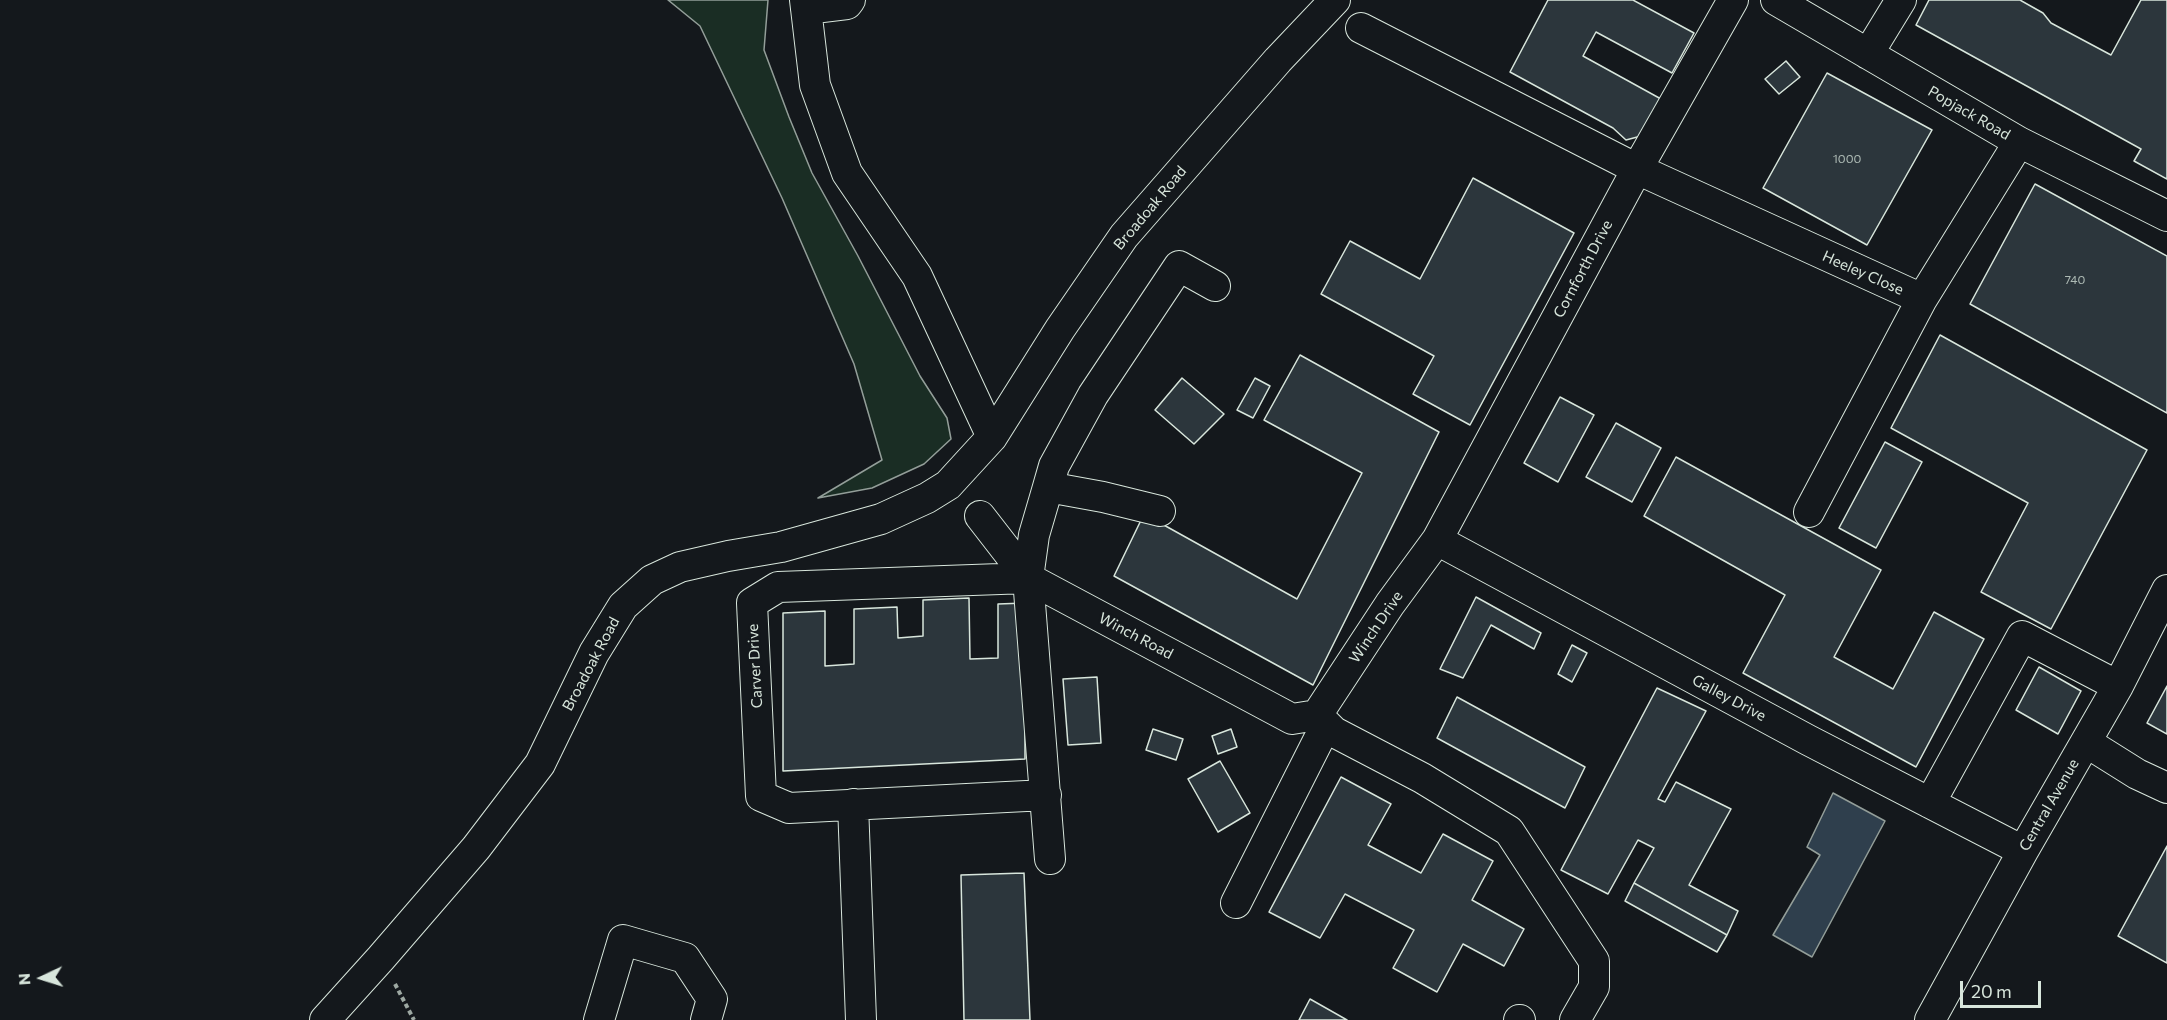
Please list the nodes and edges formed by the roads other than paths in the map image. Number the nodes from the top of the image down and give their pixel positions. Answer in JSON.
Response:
{"nodes":[{"id":1,"x":850,"y":0,"type":"edge"},
{"id":2,"x":1335,"y":0,"type":"edge"},
{"id":3,"x":1733,"y":0,"type":"edge"},
{"id":4,"x":1776,"y":0,"type":"edge"},
{"id":5,"x":1900,"y":0,"type":"edge"},
{"id":6,"x":806,"y":4,"type":"edge"},
{"id":7,"x":1361,"y":28,"type":"dead end"},
{"id":8,"x":1868,"y":54,"type":"junction"},
{"id":9,"x":2019,"y":142,"type":"junction"},
{"id":10,"x":1637,"y":169,"type":"junction"},
{"id":11,"x":2167,"y":216,"type":"edge"},
{"id":12,"x":1215,"y":286,"type":"dead end"},
{"id":13,"x":1922,"y":299,"type":"junction"},
{"id":14,"x":992,"y":437,"type":"junction"},
{"id":15,"x":1048,"y":487,"type":"junction"},
{"id":16,"x":1160,"y":512,"type":"dead end"},
{"id":17,"x":1809,"y":512,"type":"dead end"},
{"id":18,"x":980,"y":516,"type":"dead end"},
{"id":19,"x":1437,"y":540,"type":"junction"},
{"id":20,"x":1028,"y":578,"type":"junction"},
{"id":21,"x":2167,"y":591,"type":"edge"},
{"id":22,"x":2118,"y":686,"type":"junction"},
{"id":23,"x":1321,"y":720,"type":"junction"},
{"id":24,"x":2086,"y":742,"type":"junction"},
{"id":25,"x":2167,"y":788,"type":"edge"},
{"id":26,"x":1046,"y":795,"type":"junction"},
{"id":27,"x":853,"y":804,"type":"junction"},
{"id":28,"x":1930,"y":804,"type":"junction"},
{"id":29,"x":2023,"y":851,"type":"junction"},
{"id":30,"x":1050,"y":859,"type":"dead end"},
{"id":31,"x":1236,"y":903,"type":"dead end"},
{"id":32,"x":325,"y":1020,"type":"edge"},
{"id":33,"x":599,"y":1020,"type":"edge"},
{"id":34,"x":706,"y":1020,"type":"edge"},
{"id":35,"x":861,"y":1020,"type":"edge"},
{"id":36,"x":1575,"y":1020,"type":"edge"},
{"id":37,"x":1930,"y":1020,"type":"edge"}],
"edges":[{"from":1,"to":6,"type":"street"},
{"from":2,"to":14,"type":"street","name":"Broadoak Road"},
{"from":3,"to":10,"type":"street","name":"Cornforth Drive"},
{"from":4,"to":8,"type":"street","name":"Popjack Road"},
{"from":5,"to":8,"type":"street"},
{"from":6,"to":14,"type":"street"},
{"from":7,"to":10,"type":"street","name":"Heeley Close"},
{"from":8,"to":9,"type":"street","name":"Popjack Road"},
{"from":9,"to":11,"type":"street","name":"Popjack Road"},
{"from":9,"to":13,"type":"street","name":"Heeley Close"},
{"from":10,"to":13,"type":"street","name":"Heeley Close"},
{"from":10,"to":19,"type":"street","name":"Cornforth Drive"},
{"from":12,"to":15,"type":"street"},
{"from":13,"to":17,"type":"street"},
{"from":14,"to":32,"type":"street","name":"Broadoak Road"},
{"from":15,"to":16,"type":"street"},
{"from":15,"to":20,"type":"street"},
{"from":18,"to":20,"type":"street","name":"Winch Road"},
{"from":19,"to":23,"type":"street","name":"Winch Drive"},
{"from":19,"to":28,"type":"street","name":"Galley Drive"},
{"from":20,"to":23,"type":"street","name":"Winch Road"},
{"from":20,"to":26,"type":"street"},
{"from":20,"to":27,"type":"street","name":"Carver Drive"},
{"from":21,"to":22,"type":"street","name":"Central Avenue"},
{"from":22,"to":24,"type":"street","name":"Central Avenue"},
{"from":22,"to":28,"type":"street"},
{"from":23,"to":31,"type":"street","name":"Winch Drive"},
{"from":23,"to":36,"type":"street"},
{"from":24,"to":25,"type":"street"},
{"from":24,"to":29,"type":"street","name":"Central Avenue"},
{"from":26,"to":27,"type":"street","name":"Carver Drive"},
{"from":26,"to":30,"type":"street"},
{"from":27,"to":35,"type":"street"},
{"from":28,"to":29,"type":"street","name":"Galley Drive"},
{"from":29,"to":37,"type":"street","name":"Central Avenue"},
{"from":33,"to":34,"type":"street"}]}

**TASK OBJECTIVE**
Where a line of the data holds the word "Winch", copy that line.

**ANSWER**
{"from":18,"to":20,"type":"street","name":"Winch Road"},
{"from":19,"to":23,"type":"street","name":"Winch Drive"},
{"from":20,"to":23,"type":"street","name":"Winch Road"},
{"from":23,"to":31,"type":"street","name":"Winch Drive"},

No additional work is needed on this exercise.